* [Instructions for the task]: Please count the lines in this listing that include the string "labels", and give only the number.

* [Source data]:

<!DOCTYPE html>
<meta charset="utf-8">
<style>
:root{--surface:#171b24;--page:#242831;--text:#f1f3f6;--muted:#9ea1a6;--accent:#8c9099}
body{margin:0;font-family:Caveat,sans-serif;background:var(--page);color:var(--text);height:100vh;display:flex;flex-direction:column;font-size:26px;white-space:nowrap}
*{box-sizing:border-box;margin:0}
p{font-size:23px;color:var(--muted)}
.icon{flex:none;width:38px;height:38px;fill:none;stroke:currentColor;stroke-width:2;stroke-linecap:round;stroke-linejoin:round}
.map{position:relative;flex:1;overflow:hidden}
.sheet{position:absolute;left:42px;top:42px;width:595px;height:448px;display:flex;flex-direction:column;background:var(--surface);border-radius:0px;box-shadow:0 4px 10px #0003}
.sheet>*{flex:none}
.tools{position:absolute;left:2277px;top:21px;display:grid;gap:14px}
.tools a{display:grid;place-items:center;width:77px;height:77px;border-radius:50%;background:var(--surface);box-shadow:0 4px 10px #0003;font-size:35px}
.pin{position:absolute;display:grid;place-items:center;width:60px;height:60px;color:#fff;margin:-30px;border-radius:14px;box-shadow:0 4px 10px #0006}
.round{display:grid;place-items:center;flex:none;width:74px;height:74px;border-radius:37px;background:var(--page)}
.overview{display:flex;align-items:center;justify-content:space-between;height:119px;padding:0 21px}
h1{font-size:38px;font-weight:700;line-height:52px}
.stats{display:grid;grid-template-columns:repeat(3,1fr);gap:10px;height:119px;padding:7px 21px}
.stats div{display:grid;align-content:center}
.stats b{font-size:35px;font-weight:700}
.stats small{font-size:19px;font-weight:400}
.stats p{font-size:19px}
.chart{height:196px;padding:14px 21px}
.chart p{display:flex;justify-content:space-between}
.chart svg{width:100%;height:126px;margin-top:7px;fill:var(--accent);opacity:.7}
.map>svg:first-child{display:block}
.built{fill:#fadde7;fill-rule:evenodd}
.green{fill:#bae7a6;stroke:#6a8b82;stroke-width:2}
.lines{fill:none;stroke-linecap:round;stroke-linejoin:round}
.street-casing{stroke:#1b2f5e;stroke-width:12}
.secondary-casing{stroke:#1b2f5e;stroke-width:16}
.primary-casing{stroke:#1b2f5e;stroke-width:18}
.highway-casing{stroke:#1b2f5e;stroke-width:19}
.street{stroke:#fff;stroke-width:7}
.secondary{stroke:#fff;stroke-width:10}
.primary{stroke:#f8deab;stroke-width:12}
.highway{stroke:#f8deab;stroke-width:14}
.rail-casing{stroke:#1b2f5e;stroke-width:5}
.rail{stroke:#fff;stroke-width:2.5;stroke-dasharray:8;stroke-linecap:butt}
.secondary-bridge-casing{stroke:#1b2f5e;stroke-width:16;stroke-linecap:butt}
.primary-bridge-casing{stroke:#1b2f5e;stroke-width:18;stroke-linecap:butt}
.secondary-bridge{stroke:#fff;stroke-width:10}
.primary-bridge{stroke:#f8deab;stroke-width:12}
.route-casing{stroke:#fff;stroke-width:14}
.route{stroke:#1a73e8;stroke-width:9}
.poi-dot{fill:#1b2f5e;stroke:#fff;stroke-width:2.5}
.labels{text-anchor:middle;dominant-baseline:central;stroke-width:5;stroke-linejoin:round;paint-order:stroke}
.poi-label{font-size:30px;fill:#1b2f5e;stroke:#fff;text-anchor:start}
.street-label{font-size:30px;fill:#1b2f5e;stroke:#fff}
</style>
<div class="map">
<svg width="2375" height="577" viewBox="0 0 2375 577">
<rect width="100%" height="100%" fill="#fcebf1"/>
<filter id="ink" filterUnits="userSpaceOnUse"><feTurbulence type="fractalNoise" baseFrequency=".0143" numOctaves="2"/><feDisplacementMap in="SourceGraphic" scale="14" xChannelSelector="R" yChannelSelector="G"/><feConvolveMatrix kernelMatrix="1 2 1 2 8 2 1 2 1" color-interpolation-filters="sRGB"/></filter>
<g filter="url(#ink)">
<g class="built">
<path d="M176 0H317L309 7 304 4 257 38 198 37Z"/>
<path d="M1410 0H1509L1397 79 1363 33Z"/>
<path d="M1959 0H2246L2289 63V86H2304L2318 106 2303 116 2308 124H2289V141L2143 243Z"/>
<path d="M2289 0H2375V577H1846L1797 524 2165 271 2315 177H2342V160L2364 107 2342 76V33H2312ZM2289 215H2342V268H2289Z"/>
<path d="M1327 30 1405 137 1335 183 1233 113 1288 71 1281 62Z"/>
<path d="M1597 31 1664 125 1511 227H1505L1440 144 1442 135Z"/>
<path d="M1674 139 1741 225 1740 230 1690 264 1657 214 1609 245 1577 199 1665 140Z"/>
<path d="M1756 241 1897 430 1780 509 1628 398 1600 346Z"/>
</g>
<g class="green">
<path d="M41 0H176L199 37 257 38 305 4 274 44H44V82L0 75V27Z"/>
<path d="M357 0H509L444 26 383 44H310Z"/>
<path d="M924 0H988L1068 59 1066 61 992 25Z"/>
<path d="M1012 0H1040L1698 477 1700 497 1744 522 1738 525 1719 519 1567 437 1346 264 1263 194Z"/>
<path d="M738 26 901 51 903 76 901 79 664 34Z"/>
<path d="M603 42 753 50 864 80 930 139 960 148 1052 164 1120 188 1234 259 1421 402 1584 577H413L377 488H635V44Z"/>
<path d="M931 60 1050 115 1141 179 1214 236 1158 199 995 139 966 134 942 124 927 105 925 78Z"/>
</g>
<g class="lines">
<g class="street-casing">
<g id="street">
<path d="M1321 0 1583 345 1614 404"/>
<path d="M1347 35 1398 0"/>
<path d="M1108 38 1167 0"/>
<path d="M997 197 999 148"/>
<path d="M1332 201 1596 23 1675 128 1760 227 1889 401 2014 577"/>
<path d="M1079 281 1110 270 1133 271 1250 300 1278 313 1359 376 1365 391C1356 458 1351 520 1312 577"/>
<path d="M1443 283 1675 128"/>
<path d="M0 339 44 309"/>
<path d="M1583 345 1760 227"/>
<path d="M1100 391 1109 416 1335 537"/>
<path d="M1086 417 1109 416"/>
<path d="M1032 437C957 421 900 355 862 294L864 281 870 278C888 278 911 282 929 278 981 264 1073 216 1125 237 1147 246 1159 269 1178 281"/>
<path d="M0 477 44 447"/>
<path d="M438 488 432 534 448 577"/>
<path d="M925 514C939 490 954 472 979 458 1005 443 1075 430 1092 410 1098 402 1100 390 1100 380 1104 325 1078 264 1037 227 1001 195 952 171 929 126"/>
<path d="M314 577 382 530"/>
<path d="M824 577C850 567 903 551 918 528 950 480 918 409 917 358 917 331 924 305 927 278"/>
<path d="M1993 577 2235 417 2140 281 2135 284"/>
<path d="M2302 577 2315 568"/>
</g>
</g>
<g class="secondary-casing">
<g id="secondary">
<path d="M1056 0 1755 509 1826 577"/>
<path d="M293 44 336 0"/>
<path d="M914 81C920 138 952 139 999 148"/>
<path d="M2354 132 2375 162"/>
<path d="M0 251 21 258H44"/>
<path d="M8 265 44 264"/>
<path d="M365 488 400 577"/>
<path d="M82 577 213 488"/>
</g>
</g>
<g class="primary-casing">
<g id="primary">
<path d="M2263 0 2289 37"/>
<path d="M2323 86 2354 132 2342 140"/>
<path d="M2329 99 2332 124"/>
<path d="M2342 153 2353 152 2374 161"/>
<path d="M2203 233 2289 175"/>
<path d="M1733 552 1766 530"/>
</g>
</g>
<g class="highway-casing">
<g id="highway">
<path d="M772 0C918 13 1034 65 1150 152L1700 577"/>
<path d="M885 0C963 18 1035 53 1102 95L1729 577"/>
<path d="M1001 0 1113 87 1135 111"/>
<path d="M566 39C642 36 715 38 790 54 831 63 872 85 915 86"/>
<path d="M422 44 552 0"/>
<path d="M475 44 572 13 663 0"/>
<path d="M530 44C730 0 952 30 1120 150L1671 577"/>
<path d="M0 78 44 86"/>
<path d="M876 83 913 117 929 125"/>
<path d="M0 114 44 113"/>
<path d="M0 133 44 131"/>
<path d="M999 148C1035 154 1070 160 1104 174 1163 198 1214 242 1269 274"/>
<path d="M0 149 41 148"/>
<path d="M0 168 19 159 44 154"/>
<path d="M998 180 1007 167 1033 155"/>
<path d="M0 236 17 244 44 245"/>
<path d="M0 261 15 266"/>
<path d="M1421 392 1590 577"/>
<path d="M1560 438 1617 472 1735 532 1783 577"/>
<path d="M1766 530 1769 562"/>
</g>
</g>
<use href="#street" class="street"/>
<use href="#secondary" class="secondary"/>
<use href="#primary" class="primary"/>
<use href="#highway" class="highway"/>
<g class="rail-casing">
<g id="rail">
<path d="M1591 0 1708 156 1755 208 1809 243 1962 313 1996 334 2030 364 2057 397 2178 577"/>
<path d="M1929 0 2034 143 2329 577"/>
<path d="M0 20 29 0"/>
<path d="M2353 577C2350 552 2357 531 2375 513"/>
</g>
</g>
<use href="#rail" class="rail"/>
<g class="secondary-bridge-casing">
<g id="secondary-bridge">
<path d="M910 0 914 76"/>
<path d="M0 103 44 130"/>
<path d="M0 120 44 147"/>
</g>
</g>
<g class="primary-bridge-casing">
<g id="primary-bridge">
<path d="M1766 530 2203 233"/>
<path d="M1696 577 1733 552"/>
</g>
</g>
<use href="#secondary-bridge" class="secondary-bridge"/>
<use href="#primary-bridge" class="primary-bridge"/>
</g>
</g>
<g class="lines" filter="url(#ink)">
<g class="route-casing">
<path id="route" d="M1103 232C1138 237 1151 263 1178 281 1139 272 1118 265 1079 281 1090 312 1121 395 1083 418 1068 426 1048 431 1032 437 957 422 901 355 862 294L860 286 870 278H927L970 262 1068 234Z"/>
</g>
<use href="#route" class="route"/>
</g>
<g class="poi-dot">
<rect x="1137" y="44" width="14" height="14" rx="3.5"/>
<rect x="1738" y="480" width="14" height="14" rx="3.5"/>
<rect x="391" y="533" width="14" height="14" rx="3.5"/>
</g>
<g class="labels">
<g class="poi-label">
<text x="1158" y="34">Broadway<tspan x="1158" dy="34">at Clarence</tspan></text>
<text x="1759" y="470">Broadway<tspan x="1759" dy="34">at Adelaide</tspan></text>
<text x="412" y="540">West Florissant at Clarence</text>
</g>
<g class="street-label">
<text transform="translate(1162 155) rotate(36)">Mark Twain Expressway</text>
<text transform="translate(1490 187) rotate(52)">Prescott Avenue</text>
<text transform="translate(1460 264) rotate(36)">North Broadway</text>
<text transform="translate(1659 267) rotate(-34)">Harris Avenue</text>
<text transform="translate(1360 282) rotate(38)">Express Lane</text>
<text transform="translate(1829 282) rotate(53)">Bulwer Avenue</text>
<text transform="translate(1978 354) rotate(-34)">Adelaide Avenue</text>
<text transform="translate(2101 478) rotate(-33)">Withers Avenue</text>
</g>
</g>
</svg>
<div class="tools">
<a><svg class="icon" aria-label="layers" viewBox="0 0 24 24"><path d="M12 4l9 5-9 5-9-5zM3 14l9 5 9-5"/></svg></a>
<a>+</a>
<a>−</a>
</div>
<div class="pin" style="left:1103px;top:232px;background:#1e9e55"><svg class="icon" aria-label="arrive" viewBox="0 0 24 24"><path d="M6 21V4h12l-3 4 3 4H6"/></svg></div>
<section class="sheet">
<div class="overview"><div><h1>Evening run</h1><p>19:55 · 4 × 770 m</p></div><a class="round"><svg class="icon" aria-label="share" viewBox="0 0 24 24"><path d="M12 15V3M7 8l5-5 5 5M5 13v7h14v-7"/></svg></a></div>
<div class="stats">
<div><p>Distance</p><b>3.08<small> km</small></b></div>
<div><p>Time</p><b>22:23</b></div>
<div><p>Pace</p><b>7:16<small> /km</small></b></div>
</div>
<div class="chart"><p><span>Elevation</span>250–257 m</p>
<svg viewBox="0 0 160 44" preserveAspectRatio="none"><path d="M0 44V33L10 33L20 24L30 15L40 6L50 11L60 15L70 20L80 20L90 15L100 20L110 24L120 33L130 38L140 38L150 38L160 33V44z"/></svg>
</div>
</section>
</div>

* [Result for this exercise]: 2